I do take issue with the idea that WWI interupted progressivism, if anything W. Wilson's presidentcy was as close to fascism as we likely will ever see in America. Otherwise, right on!


----------



## PLYMCO_PILGRIM (Jan 25, 2010)

Ragnar said:


> PLYMCO_PILGRIM said:
> 
> 
> > slackjawed said:
> ...



Thanks man.  Its healthy to disagree with some stuff.   Like I said in my opinion communism at its purest of intentions is a good form of government, its just that you can't translate those intentions into reality without human nature getting in the way.

Therefore we are left with the one great forum of government, OURS.  

Americanism, Constitutionalism, Republicism (no not republicans read THE REPUBLIC), Individualism, Federalism, capitalism....my list of good isms is growing


----------



## Bill O'Olberman (Jan 25, 2010)

Yeah down with anything collectivist. Wait, isnt Christianity a belief set thats supposed to be rooted in altruism/collectivism?


----------



## slackjawed (Jan 25, 2010)

Bill O'Olberman said:


> Yeah down with anything collectivist. Wait, isnt Christianity a belief set thats supposed to be rooted in altruism/collectivism?



and it is not a form of government, at least at the moment.
deflection fails


----------



## Bfgrn (Jan 25, 2010)

PLYMCO_PILGRIM said:


> slackjawed said:
> 
> 
> > I am for individualism, including all the responsibilities that come with it, in order to enjoy the freedom that it entails.
> ...



Marxists criticize this use of the term "collectivism," on the grounds that all societies are based on class interests and therefore all societies could be considered "collectivist." Even the liberal ideal of the free individual is seen from a Marxist perspective as a smokescreen for the collective interests of the capitalist class. Social anarchists argue that "individualism" is a front for the interests of the upper class. As anarchist Emma Goldman wrote:

    'rugged individualism'... is only a masked attempt to repress and defeat the individual and his individuality. So-called Individualism is the social and economic laissez-faire: the exploitation of the masses by the [ruling] classes by means of legal trickery, spiritual debasement and systematic indoctrination of the servile spirit ... That corrupt and perverse 'individualism' is the straitjacket of individuality. ... [It] has inevitably resulted in the greatest modern slavery, the crassest class distinctions driving millions to the breadline. 'Rugged individualism' has meant all the 'individualism' for the masters, while the people are regimented into a slave caste to serve a handful of self-seeking 'supermen.' ... Their 'rugged individualism' is simply one of the many pretenses the ruling class makes to mask unbridled business and political extortion.

Ludwig von Mises wrote:

    On the other hand the application of the basic ideas of collectivism cannot result in anything but social disintegration and the perpetuation of armed conflict. It is true that every variety of collectivism promises eternal peace starting with the day of its own decisive victory and the final overthrow and extermination of all other ideologies and their supporters. ... As soon as a faction has succeeded in winning the support of the majority of citizens and thereby attained control of the government machine, it is free to deny to the minority all those democratic rights by means of which it itself has previously carried on its own struggle for supremacy.
Wapedia - Wiki: Collectivism


----------



## Bill O'Olberman (Jan 25, 2010)

slackjawed said:


> Bill O'Olberman said:
> 
> 
> > Yeah down with anything collectivist. Wait, isnt Christianity a belief set thats supposed to be rooted in altruism/collectivism?
> ...



Christians attempt to use the government in much the same way progressivists attempt to use the government as a mechanism to achieve their ideal of "the greater good." 

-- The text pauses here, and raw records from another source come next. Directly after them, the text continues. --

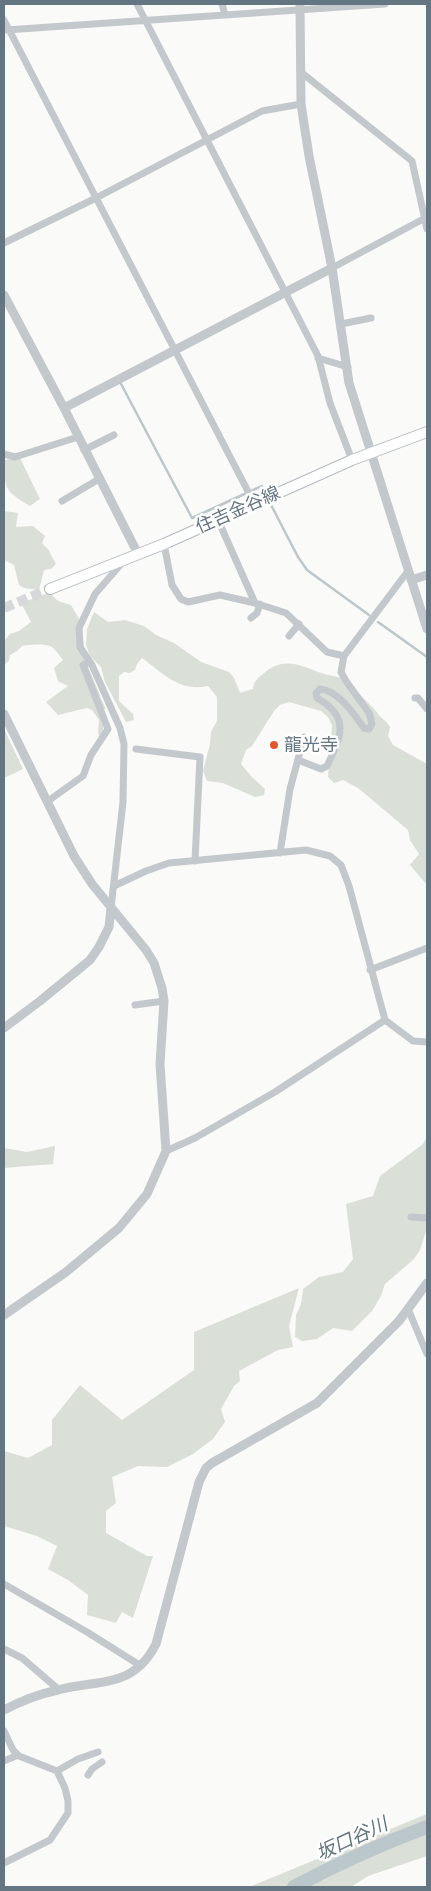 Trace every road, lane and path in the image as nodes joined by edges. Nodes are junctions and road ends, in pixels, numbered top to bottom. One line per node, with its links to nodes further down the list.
1 (137, 4): 8 (street)
2 (222, 4): 6 (street)
3 (385, 4): 5 (street)
4 (300, 6): 5 (street); 6 (street); 10 (street)
5 (337, 6)
6 (225, 15): 8 (street)
7 (4, 20): 9 (street)
8 (146, 21): 9 (street); 12 (street)
9 (6, 30): 13 (street)
10 (302, 73): 11 (street); 14 (street)
11 (301, 104): 12 (street); 17 (street)
12 (206, 140): 13 (street); 18 (street)
13 (96, 198): 16 (street); 22 (street)
14 (426, 217): 15 (street); 17 (street)
15 (427, 230)
16 (4, 243)
17 (332, 268): 18 (street); 21 (street)
18 (285, 293): 22 (street); 23 (street)
19 (5, 301): 25 (street)
20 (371, 318): 21 (street)
21 (342, 324): 24 (street)
22 (174, 350): 25 (street); 34 (street)
23 (318, 358): 24 (street); 32 (street)
24 (348, 366): 30 (street)
25 (64, 408): 28 (street)
26 (427, 432): 30 (main road, 住吉金谷線)
27 (114, 435): 29 (street)
28 (78, 437): 29 (street); 31 (street)
29 (84, 450): 33 (street)
30 (372, 452): 32 (main road, 住吉金谷線); 40 (street)
31 (4, 454)
32 (352, 460): 34 (main road, 住吉金谷線)
33 (99, 478): 35 (street); 38 (street)
34 (260, 499): 36 (main road, 住吉金谷線)
35 (62, 501)
36 (218, 520): 37 (main road, 住吉金谷線); 44 (street)
37 (164, 544): 38 (main road, 住吉金谷線); 44 (street)
38 (138, 554): 39 (main road, 住吉金谷線)
39 (126, 559): 43 (main road, 住吉金谷線); 50 (street)
40 (408, 571): 42 (street); 49 (street)
41 (427, 575): 42 (street)
42 (411, 580): 47 (street)
43 (50, 589)
44 (257, 603): 45 (street); 46 (street)
45 (252, 618)
46 (299, 624): 48 (street); 49 (street)
47 (427, 629)
48 (289, 636)
49 (344, 656): 56 (street)
50 (90, 662): 59 (street); 62 (street)
51 (415, 698): 52 (street)
52 (427, 709)
53 (4, 714): 59 (street)
54 (304, 737): 58 (street)
55 (323, 744): 56 (street)
56 (336, 747): 58 (street)
57 (136, 749): 61 (street)
58 (298, 760): 60 (street)
59 (48, 800): 63 (street)
60 (280, 853): 61 (street); 65 (street)
61 (195, 861): 62 (street)
62 (114, 886): 63 (street)
63 (111, 908): 66 (street); 69 (street)
64 (427, 948): 65 (street)
65 (370, 970): 68 (street)
66 (164, 1001): 67 (street); 71 (street)
67 (135, 1005)
68 (385, 1020): 70 (street); 71 (street)
69 (4, 1028)
70 (427, 1042)
71 (166, 1151): 76 (street)
72 (411, 1217): 73 (street)
73 (427, 1218)
74 (427, 1282): 75 (street)
75 (408, 1310): 77 (street); 80 (street)
76 (4, 1315)
77 (427, 1354)
78 (4, 1584): 80 (street)
79 (4, 1649): 81 (street)
80 (141, 1666): 81 (street)
81 (58, 1690): 82 (street)
82 (4, 1710)
83 (4, 1731): 85 (street)
84 (98, 1752): 88 (street)
85 (18, 1755): 86 (street); 88 (street)
86 (4, 1761)
87 (102, 1762): 89 (street)
88 (57, 1771): 90 (street)
89 (88, 1775)
90 (4, 1863)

I am in no way trying to advance/defend progressivism, socialism, or communism but just throwing religion in mix as a altruist belief set thats rooted in collectivism. Personally I abhor them all equally.


----------



## PLYMCO_PILGRIM (Jan 25, 2010)

Bill O'Olberman said:


> Yeah down with anything collectivist. Wait, isnt Christianity a belief set thats supposed to be rooted in altruism/collectivism?



If someone tried to make america a Theocracy I would be bitching about that too, especially considering I dont have a religion.


----------



## PLYMCO_PILGRIM (Jan 25, 2010)

Bfgrn said:


> PLYMCO_PILGRIM said:
> 
> 
> > slackjawed said:
> ...



Thats a very interesting take on individualism.   I disagree with the assertations in the first 2 paragraphs but it was interesting to read none the less.

Thanks for making this post, it was great to read even if I didn't agree with some of it.


----------



## Ragnar (Jan 25, 2010)

PLYMCO_PILGRIM said:


> Ragnar said:
> 
> 
> > PLYMCO_PILGRIM said:
> ...



And the way you framed it is interesting, as an "ideal". That's hard to be critical or really, as opposed to "Communism works in theory, but not real life" (what kind of theory "works" but not in real life) or "Communism looks good on paper" (yeah, so does 1+1= 11) or some other construction. Ideal takes the idea into the land of fantasy so maybe I was wrong to be critical. (who would dis someone's fantasy?)

Anywho, power to the "good ism's"! (though I would put Capital*ism* first every time)


----------



## PLYMCO_PILGRIM (Jan 25, 2010)

Ragnar said:


> PLYMCO_PILGRIM said:
> 
> 
> > Ragnar said:
> ...



I see where your going with the logic there.


----------



## Diuretic (Jan 25, 2010)

Capitalism, in its modern form, requires collectivism.  What's a corporation if it isn't a collective?

As far as individualism is concerned, it's a fable.

It seems to me that the ideological advocates of extreme individualism are really saying....

[ame=http://www.youtube.com/watch?v=j0lfCcbQPyk]YouTube - Skyhooks - Why Don't You All Get Fucked (1978)[/ame]


----------



## Luissa (Jan 25, 2010)

PLYMCO_PILGRIM said:


> Ragnar said:
> 
> 
> > PLYMCO_PILGRIM said:
> ...



Jefferson also thought wanted small government which was based mostly on agruiculture, I will also add Jefferson more than doubled the size of the government during his term. Are fouding father's set up an education system and funded exploration, they also were smart enough to know the government had to change with the people.


----------



## Cold Fusion38 (Jan 25, 2010)

So the weak should ALWAYS die? I know you are going to say this is absurd but isn't it the logical conclusion of individualism? The STRONG should ALWAYS RULE? Might makes RIGHT?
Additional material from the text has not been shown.